Insulin-stimulated plasma membrane association and activation of Akt2, aPKC zeta and aPKC lambda in high fat fed rodent skeletal muscle.

Several recent reports using cell lines have suggested that both Akt and atypical protein kinase C (aPKC) zeta/lambda are translocated to the plasma membrane (PM) in response to insulin. However, it has yet to be determined in skeletal muscle whether: (1) insulin increases PM-associated Akt2, aPKC zeta and/or lambda protein concentration, (2) the activity of these kinases is altered by insulin at the PM, and (3) high fat feeding alters the insulin-stimulated PM concentration and/or activity of Akt2 and aPKC zeta/lambda. Sprague-Dawley rats were randomly assigned to either normal (n=16) or high fat (n=16) dietary groups. Following a 12 week dietary period, animals were subjected to hind limb perfusions in the presence (n=8 per group) or absence (n=8 per group) of insulin.
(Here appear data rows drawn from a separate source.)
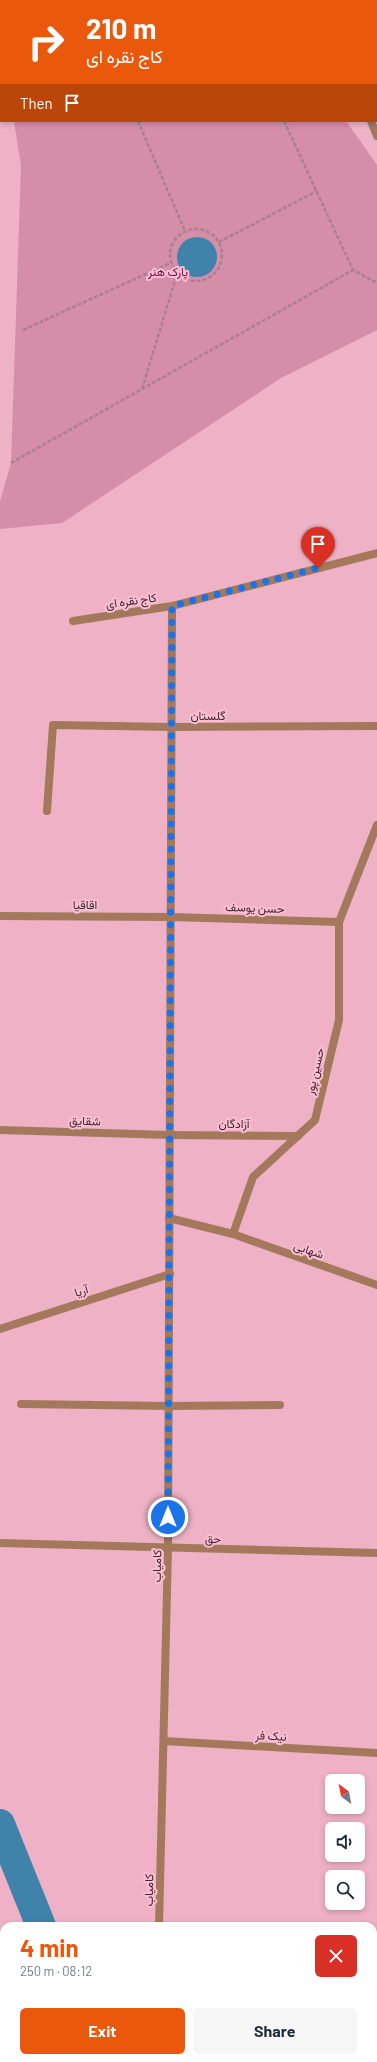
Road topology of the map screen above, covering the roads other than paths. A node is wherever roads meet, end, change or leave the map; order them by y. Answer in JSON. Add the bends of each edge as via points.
{"nodes":[{"id":1,"x":371,"y":122,"type":"edge"},
{"id":2,"x":377,"y":136,"type":"edge"},
{"id":3,"x":377,"y":553,"type":"edge"},
{"id":4,"x":172,"y":606,"type":"junction"},
{"id":5,"x":73,"y":621,"type":"dead end"},
{"id":6,"x":377,"y":726,"type":"edge"},
{"id":7,"x":172,"y":727,"type":"junction"},
{"id":8,"x":47,"y":811,"type":"dead end"},
{"id":9,"x":377,"y":825,"type":"edge"},
{"id":10,"x":0,"y":916,"type":"edge"},
{"id":11,"x":171,"y":916,"type":"junction"},
{"id":12,"x":339,"y":922,"type":"junction"},
{"id":13,"x":0,"y":1130,"type":"edge"},
{"id":14,"x":170,"y":1135,"type":"junction"},
{"id":15,"x":298,"y":1136,"type":"junction"},
{"id":16,"x":169,"y":1218,"type":"junction"},
{"id":17,"x":232,"y":1234,"type":"junction"},
{"id":18,"x":170,"y":1274,"type":"junction"},
{"id":19,"x":377,"y":1285,"type":"edge"},
{"id":20,"x":0,"y":1329,"type":"edge"},
{"id":21,"x":21,"y":1404,"type":"dead end"},
{"id":22,"x":280,"y":1405,"type":"dead end"},
{"id":23,"x":169,"y":1406,"type":"junction"},
{"id":24,"x":0,"y":1543,"type":"edge"},
{"id":25,"x":168,"y":1549,"type":"junction"},
{"id":26,"x":377,"y":1553,"type":"edge"},
{"id":27,"x":164,"y":1741,"type":"junction"},
{"id":28,"x":377,"y":1753,"type":"edge"},
{"id":29,"x":160,"y":1922,"type":"edge"}],
"edges":[{"from":1,"to":2,"type":"street"},
{"from":3,"to":4,"type":"street","name":"کاج نقره ای"},
{"from":4,"to":5,"type":"street","name":"کاج نقره ای"},
{"from":4,"to":7,"type":"street","name":"کامیاب"},
{"from":6,"to":7,"type":"street","name":"گلستان"},
{"from":7,"to":8,"type":"street","name":"گلستان","via":[[53,725]]},
{"from":7,"to":11,"type":"street","name":"کامیاب"},
{"from":9,"to":12,"type":"street","name":"حسین پور"},
{"from":10,"to":11,"type":"street","name":"اقاقیا"},
{"from":11,"to":12,"type":"street","name":"حسن یوسف"},
{"from":11,"to":14,"type":"street","name":"کامیاب"},
{"from":12,"to":15,"type":"street","name":"حسین پور","via":[[339,1020],[315,1120]]},
{"from":13,"to":14,"type":"street","name":"شقایق"},
{"from":14,"to":15,"type":"street","name":"آزادگان"},
{"from":14,"to":16,"type":"street","name":"کامیاب"},
{"from":15,"to":17,"type":"street","name":"حسین پور","via":[[253,1177]]},
{"from":16,"to":17,"type":"street"},
{"from":16,"to":18,"type":"street","name":"کامیاب"},
{"from":17,"to":19,"type":"street","name":"شهابی"},
{"from":18,"to":20,"type":"street","name":"آریا"},
{"from":18,"to":23,"type":"street","name":"کامیاب"},
{"from":21,"to":23,"type":"street"},
{"from":22,"to":23,"type":"street"},
{"from":23,"to":25,"type":"street","name":"کامیاب"},
{"from":24,"to":25,"type":"street","name":"حق"},
{"from":25,"to":26,"type":"street","name":"حق"},
{"from":25,"to":27,"type":"street","name":"کامیاب"},
{"from":27,"to":28,"type":"street","name":"نیک فر"},
{"from":27,"to":29,"type":"street","name":"کامیاب"}]}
In normal skeletal muscle, total PI3-kinase, Akt2 and aPKC zeta/lambda activities were increased by insulin. PM-associated aPKC zeta and lambda, and aPKC zeta/lambda activity, but not Akt2 or Akt2 activity, were increased by insulin in normal muscle. High fat feeding did not alter total skeletal muscle Akt2, aPKC zeta or aPKC lambda protein concentration. Insulin-stimulated total PI3-kinase, Akt2 and aPKC zeta/lambda activities were reduced in the high fat fed animals. Insulin-stimulated PM aPKC zeta, aPKC lambda, aPKC zeta/lambda activity and GLUT4 protein concentration were also reduced in high fat fed animals. These findings suggest that in skeletal muscle, insulin stimulates translocation of aPKC zeta and lambda, but not Akt2, to the PM. In addition, high fat feeding impairs insulin-stimulated activation of total aPKC zeta/lambda and Akt2, as well as PM association and activation of aPKC zeta and lambda.